Stored entries
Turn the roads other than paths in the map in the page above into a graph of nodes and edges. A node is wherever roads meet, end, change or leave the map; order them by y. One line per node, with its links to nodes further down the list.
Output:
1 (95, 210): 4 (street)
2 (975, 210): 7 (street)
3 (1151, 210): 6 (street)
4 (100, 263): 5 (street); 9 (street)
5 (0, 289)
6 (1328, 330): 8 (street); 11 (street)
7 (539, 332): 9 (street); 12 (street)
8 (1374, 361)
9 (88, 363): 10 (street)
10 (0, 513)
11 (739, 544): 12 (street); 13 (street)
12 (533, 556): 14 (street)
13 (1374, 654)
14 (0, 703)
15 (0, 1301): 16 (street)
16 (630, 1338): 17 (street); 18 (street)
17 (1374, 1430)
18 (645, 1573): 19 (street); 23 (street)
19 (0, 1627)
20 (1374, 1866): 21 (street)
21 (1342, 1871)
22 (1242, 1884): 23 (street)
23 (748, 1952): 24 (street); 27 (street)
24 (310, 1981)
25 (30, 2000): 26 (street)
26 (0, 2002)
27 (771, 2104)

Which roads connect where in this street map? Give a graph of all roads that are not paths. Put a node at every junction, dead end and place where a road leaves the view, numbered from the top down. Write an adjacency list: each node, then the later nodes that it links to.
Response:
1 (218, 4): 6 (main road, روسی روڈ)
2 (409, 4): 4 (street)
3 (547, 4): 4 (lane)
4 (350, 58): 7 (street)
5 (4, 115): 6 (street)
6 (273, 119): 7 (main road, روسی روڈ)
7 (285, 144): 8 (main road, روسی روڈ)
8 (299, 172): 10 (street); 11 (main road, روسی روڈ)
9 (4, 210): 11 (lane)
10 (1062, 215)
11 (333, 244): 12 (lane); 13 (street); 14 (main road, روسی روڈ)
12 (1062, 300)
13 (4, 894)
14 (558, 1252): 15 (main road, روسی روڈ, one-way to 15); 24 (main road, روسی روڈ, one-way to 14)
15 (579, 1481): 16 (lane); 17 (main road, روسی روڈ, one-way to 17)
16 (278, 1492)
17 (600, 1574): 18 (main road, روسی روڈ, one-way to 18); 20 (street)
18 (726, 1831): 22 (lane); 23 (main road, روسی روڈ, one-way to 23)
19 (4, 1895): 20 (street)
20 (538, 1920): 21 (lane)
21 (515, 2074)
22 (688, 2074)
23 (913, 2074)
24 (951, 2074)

Task: Say only how many lines above contain "list", with no other words.

Response for this exercise: 2